In the magnetic field application step S50, the magnetic layer applying means 5 applies the deposited layer of the electrode mixture powder 7 flattened by the flattening blade 4 to the thickness direction of the deposited layer of the electrode mixture powder 7 (current collecting foil 6). This is a step of applying a magnetic field (magnetic force) along a direction perpendicular to the vertical direction in FIG. Specifically, in the magnetic field application step S50, a magnetic field is further applied to the deposited layer of the electrode mixture powder 7 formed on the current collector foil 6 before the hot pressing step that is a subsequent step of the magnetic field application step S50. This is a step of controlling the orientation of the electrode mixture powder 7 (granulated particles 20 in which graphite is magnetically oriented) substantially perpendicularly to the current collector foil 6 by application. More specifically, as shown in FIG. 4, in the magnetic field application step S50, each of the granulated particles 20 constituting the deposited layer of the electrode mixture powder 7 and in which the graphite is magnetically oriented is subjected to a magnetic field again. This is a step of standing substantially perpendicular to the surface of the current collector foil 6 by applying.
The magnetic field application step S50 can be omitted depending on the required performance of the battery electrode to be manufactured, but the graphite is oriented substantially perpendicular to the current collector foil 6 through the magnetic field application step S50. Therefore, pressure is preferentially applied to the graphite oriented at the time of pressing in the hot press step S70, the electrode mixture is not easily crushed, the electrode mixture layer 8 can be kept at a lower density, and more exfoliated. Strength is improved.
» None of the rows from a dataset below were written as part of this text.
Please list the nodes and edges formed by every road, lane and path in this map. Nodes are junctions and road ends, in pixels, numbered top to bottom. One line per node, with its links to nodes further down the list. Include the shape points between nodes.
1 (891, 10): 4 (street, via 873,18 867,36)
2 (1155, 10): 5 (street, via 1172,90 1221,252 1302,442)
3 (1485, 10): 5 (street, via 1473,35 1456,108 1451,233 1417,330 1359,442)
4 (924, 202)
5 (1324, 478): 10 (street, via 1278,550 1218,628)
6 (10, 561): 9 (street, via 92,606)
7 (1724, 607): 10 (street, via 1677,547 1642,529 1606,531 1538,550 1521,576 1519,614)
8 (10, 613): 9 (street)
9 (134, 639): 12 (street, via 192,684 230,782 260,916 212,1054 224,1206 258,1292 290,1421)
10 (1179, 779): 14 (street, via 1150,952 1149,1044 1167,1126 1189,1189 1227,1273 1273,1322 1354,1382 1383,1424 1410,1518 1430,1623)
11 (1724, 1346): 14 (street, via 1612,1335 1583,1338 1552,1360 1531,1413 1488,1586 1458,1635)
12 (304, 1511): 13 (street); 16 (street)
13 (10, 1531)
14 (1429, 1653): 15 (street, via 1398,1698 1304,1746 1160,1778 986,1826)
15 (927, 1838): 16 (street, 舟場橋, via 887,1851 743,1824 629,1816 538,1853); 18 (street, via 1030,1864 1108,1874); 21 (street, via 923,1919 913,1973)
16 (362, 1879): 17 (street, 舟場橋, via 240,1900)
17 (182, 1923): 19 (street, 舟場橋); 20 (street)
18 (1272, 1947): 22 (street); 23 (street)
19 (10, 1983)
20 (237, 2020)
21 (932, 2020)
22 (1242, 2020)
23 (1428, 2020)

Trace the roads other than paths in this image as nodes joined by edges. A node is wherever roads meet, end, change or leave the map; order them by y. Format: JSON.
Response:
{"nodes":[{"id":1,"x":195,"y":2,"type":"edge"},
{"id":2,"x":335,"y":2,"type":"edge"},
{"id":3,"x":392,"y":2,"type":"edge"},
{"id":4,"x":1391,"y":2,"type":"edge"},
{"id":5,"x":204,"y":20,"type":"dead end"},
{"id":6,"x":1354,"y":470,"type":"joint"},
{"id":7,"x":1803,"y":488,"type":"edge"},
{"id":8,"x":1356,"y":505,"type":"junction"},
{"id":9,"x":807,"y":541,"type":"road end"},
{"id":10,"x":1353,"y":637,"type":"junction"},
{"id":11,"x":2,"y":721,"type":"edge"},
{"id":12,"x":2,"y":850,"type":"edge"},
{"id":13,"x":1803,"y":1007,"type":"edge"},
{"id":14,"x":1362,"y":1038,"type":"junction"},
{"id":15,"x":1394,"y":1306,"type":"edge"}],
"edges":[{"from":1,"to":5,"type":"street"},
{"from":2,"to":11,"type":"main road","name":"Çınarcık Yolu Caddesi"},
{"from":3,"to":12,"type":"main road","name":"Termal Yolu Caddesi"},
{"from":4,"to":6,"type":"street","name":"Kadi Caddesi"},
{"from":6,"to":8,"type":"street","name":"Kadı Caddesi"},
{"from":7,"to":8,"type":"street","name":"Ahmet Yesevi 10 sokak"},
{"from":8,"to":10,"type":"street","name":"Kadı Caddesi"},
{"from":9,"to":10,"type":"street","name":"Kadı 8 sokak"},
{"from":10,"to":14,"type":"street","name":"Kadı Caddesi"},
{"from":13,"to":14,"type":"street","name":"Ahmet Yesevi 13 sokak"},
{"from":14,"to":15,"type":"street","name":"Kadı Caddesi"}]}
  The heating step S60 is a step of heating the deposited layer of the electrode mixture powder 7 at a predetermined temperature by infrared (IR) irradiation by the infrared heating means 9. In heating process S60, the heat | fever is added to the binder (binder) in the granulated particle 20 which comprises the electrode mixture powder 7, thereby increasing the adhesiveness of the granulated particles 20 and the fluidity of the granulated particles 20. Can be suppressed.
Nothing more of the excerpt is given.